Because only the count matters, report how many lines in the material hold the string "pixels" and nothing more.

========================================================================

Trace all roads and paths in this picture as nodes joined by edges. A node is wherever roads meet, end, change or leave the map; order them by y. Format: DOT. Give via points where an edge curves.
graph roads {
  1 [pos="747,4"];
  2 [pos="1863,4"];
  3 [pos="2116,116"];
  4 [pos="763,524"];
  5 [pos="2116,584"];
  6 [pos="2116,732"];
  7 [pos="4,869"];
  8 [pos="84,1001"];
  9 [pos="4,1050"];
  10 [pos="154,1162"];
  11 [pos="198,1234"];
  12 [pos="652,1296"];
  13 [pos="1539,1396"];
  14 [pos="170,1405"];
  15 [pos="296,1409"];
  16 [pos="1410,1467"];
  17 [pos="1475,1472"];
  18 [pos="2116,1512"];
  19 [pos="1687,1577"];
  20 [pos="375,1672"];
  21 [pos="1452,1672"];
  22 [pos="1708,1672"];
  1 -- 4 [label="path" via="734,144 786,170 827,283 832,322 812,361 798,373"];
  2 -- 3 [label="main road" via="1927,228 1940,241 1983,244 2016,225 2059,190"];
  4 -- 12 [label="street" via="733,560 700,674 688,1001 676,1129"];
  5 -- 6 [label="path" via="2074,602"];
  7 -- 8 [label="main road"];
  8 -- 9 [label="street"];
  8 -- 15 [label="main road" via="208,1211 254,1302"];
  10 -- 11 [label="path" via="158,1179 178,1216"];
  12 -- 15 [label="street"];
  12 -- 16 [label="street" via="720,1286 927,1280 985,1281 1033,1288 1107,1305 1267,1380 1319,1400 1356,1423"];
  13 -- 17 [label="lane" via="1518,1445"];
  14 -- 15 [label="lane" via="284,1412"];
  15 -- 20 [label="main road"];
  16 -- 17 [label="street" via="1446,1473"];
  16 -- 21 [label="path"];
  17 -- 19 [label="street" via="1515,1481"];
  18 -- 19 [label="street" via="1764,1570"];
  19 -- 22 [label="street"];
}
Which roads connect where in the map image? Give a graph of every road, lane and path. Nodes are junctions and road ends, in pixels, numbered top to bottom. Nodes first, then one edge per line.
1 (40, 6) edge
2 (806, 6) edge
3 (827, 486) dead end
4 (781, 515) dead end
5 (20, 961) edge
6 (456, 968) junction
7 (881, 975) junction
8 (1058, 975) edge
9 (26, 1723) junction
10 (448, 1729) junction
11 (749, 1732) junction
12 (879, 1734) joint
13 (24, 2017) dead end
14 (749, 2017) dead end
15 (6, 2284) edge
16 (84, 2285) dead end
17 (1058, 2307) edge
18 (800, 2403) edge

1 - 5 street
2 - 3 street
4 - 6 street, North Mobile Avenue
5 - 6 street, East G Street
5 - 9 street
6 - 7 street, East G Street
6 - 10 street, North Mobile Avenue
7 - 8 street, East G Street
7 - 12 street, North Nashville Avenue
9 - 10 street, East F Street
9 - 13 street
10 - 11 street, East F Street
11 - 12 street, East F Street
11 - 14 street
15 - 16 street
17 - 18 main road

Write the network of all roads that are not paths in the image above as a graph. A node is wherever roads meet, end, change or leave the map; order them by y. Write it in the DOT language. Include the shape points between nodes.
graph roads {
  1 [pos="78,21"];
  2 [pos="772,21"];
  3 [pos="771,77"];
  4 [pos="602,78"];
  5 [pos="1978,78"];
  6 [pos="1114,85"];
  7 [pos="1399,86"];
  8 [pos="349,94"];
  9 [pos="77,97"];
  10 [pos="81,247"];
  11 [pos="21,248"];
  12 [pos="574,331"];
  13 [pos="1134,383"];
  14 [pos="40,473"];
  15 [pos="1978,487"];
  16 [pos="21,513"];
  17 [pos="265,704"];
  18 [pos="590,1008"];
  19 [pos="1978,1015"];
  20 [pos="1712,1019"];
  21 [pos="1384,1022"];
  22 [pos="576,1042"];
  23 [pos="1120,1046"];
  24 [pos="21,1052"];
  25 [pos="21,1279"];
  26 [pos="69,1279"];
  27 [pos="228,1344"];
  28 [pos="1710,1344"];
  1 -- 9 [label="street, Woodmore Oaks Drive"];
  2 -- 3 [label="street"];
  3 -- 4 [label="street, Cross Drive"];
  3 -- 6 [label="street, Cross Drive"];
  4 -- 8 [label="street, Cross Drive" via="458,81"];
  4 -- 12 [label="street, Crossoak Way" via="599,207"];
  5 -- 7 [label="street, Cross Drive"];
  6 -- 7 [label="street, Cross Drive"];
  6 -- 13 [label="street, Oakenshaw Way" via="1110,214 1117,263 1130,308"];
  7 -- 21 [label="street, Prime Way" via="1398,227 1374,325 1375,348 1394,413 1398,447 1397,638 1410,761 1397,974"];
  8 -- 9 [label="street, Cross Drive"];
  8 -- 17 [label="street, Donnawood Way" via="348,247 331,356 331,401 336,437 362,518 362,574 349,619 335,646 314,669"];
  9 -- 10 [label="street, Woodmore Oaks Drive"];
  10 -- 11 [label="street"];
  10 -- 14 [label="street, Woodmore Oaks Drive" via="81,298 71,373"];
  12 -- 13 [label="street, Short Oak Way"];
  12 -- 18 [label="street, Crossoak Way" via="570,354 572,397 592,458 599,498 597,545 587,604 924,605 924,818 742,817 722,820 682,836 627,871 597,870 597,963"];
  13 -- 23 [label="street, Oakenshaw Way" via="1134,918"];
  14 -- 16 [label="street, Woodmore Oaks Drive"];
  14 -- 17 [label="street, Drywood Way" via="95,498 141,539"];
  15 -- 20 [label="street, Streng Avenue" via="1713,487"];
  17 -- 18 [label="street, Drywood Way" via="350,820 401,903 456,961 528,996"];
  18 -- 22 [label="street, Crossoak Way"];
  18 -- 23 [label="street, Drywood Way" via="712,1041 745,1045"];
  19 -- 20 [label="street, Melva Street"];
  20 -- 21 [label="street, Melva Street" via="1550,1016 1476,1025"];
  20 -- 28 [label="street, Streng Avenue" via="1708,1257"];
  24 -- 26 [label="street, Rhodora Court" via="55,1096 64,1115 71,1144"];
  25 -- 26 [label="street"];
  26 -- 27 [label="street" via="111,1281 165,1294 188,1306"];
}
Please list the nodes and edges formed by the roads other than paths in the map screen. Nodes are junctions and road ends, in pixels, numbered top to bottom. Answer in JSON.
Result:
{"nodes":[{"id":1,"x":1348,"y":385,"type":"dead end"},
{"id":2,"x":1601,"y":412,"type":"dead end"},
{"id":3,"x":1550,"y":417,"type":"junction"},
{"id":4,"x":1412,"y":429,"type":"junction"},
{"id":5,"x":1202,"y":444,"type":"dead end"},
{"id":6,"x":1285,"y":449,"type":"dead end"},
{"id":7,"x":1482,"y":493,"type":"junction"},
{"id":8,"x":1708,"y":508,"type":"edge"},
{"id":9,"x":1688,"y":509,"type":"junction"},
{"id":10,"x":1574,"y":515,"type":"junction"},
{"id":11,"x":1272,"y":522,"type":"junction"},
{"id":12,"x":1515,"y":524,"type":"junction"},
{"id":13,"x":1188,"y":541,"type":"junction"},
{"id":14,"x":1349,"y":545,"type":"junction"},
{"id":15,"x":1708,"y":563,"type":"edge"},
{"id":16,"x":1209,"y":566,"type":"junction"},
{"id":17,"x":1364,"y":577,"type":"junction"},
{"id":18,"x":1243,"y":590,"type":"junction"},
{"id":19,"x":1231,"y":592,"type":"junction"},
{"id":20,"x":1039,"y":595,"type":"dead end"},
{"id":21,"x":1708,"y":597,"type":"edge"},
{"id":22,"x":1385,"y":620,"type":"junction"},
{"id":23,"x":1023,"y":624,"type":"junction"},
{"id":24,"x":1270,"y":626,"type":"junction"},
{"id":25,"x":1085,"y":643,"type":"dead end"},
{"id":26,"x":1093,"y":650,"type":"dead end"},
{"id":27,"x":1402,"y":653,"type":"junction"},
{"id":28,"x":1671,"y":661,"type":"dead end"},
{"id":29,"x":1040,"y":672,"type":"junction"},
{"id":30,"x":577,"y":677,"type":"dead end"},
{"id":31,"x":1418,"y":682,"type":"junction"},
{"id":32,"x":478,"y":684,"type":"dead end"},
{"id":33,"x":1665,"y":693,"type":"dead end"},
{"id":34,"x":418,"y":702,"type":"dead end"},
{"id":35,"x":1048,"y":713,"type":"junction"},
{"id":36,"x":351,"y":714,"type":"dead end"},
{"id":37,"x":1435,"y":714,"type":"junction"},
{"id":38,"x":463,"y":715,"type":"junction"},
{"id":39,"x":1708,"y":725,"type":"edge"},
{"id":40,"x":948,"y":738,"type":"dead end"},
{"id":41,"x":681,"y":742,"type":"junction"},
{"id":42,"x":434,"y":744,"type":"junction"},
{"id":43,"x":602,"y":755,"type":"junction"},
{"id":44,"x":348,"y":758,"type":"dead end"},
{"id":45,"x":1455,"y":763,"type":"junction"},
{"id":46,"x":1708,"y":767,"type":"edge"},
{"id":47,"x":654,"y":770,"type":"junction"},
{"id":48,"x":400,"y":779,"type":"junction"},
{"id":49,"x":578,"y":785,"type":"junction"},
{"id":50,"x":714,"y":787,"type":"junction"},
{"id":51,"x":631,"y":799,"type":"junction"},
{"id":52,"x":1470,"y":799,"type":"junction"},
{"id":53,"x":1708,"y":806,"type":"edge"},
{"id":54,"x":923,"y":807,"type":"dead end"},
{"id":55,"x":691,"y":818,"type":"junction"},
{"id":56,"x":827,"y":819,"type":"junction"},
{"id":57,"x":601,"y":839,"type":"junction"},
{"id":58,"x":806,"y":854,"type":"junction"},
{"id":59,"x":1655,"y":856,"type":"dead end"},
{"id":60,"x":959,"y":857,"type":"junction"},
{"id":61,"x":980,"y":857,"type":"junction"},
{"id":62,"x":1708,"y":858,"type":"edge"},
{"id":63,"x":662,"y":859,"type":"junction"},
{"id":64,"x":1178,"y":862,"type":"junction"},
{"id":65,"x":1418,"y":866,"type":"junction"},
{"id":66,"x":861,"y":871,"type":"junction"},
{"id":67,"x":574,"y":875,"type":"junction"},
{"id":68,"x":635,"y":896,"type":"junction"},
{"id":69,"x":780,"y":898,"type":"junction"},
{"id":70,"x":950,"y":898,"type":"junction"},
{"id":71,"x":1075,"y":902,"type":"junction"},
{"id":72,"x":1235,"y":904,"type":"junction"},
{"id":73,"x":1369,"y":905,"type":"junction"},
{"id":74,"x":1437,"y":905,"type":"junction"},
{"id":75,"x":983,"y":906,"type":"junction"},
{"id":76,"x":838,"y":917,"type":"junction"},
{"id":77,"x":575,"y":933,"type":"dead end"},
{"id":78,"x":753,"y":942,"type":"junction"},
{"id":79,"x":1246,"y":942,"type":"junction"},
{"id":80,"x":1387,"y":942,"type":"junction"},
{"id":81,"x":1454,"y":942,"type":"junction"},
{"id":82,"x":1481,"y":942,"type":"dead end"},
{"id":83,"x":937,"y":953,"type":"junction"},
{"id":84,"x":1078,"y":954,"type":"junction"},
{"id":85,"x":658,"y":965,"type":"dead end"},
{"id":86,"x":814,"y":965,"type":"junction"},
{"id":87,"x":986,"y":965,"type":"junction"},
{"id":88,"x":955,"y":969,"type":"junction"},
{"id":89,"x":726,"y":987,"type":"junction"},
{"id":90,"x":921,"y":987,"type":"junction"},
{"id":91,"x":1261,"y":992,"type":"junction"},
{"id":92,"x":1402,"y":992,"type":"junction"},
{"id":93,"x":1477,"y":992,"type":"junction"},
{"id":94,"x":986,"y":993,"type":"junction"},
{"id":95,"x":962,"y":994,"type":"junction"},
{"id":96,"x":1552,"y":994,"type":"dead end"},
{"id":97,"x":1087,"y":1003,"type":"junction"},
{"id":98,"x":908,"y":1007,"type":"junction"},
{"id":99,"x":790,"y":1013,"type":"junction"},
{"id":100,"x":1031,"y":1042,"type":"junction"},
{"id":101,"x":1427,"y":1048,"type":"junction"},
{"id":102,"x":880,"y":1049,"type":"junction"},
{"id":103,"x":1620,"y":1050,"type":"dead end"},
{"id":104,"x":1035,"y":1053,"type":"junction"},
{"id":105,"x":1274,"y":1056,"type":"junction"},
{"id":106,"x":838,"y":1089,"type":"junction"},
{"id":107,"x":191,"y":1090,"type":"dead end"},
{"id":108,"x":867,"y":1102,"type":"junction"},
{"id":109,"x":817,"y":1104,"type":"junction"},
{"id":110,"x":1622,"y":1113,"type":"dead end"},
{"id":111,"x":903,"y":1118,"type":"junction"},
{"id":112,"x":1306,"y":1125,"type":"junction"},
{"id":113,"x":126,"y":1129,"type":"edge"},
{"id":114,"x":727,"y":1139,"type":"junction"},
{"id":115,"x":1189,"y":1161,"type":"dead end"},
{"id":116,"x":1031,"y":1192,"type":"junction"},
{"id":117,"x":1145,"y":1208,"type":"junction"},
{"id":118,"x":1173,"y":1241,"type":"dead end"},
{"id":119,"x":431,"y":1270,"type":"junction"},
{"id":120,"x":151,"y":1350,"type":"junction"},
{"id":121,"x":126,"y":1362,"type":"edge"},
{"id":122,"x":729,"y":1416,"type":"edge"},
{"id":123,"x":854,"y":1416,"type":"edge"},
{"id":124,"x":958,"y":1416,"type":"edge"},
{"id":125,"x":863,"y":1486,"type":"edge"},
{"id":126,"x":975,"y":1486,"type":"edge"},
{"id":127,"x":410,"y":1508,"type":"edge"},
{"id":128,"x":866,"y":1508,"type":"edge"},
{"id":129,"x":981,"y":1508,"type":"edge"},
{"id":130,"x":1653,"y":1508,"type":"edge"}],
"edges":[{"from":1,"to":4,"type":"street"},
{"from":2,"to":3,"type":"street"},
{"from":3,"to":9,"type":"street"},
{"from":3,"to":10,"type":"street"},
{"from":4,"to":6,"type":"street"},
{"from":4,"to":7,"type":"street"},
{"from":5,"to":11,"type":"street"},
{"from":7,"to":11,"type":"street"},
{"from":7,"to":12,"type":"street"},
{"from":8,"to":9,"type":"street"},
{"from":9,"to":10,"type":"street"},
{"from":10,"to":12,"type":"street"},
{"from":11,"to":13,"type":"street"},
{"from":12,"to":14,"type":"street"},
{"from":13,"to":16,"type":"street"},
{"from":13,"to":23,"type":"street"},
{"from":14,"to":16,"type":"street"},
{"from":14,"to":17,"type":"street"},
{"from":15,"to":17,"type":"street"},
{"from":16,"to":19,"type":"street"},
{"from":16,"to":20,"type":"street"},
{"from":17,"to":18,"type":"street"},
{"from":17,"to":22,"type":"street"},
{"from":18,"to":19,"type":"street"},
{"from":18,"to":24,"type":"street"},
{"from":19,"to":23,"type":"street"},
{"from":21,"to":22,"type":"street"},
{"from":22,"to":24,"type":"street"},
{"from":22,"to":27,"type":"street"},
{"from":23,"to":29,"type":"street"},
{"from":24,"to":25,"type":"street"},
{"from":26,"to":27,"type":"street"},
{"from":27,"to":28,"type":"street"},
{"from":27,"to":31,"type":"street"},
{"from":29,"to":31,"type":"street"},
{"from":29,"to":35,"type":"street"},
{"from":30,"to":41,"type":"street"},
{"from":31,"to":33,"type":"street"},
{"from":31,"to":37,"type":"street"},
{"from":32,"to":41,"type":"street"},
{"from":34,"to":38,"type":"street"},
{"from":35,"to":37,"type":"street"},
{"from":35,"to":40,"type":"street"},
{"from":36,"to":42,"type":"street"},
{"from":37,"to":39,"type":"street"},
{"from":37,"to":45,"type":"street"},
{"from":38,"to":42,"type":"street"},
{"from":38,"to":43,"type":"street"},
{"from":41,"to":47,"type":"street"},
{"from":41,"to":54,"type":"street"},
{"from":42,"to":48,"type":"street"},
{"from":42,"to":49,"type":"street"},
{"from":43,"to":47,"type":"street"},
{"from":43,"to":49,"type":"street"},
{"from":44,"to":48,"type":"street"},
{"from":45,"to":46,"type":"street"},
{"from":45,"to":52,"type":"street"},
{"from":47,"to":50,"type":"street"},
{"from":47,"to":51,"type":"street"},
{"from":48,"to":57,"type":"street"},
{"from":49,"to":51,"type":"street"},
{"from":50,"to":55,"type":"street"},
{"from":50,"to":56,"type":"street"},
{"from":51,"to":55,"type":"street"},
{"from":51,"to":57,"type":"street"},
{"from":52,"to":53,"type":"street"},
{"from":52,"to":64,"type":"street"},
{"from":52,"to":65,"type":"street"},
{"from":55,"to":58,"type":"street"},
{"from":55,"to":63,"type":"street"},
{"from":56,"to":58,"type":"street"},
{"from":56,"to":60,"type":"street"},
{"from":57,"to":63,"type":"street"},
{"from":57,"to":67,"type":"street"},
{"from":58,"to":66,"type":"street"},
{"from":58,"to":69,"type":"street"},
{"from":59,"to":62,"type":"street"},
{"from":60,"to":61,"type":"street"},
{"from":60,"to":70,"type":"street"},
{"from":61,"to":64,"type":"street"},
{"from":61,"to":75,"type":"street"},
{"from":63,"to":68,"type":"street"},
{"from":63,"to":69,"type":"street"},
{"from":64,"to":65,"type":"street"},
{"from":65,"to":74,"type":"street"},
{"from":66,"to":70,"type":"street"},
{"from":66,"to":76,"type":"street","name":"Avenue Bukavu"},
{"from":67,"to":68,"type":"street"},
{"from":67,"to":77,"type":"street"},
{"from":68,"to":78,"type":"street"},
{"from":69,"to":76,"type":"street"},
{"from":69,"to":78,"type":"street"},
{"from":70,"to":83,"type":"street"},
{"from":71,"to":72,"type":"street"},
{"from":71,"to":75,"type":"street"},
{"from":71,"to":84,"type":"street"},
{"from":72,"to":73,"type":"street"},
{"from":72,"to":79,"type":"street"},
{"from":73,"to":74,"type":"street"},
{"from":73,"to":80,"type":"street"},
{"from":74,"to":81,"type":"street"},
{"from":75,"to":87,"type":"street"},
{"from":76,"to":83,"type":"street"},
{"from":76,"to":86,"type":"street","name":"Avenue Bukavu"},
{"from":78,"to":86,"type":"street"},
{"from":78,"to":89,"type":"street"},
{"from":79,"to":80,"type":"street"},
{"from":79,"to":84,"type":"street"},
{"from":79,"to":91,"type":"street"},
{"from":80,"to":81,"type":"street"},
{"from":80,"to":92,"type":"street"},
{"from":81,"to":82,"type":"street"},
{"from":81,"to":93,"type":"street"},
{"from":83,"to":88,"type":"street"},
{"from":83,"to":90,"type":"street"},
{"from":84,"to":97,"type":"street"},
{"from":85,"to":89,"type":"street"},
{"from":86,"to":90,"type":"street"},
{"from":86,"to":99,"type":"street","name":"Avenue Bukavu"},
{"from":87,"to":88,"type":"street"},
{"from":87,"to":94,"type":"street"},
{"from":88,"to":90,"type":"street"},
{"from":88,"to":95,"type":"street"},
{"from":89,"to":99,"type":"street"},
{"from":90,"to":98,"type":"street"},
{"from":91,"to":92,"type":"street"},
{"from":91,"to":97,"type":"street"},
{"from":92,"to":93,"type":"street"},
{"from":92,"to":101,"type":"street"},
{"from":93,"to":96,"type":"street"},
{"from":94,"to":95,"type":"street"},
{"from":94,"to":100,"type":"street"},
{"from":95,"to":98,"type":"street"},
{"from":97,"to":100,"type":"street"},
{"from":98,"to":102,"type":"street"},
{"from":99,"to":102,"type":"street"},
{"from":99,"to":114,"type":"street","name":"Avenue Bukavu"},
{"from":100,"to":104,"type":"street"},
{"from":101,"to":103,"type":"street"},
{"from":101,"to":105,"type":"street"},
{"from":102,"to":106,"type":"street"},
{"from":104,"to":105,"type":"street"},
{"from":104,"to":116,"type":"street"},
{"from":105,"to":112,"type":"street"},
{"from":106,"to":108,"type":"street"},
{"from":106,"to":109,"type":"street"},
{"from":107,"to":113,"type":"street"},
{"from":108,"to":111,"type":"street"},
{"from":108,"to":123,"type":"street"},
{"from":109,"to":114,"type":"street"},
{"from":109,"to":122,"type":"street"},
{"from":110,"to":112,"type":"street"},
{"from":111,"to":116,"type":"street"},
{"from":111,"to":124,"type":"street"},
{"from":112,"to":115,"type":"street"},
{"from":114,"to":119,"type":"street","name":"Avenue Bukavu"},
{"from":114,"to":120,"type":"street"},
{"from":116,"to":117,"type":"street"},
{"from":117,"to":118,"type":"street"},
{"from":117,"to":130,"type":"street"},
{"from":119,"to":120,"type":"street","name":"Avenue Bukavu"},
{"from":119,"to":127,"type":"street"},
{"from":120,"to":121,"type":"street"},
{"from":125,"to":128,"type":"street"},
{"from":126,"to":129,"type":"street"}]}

========================================================================

» TASK OUTPUT: 2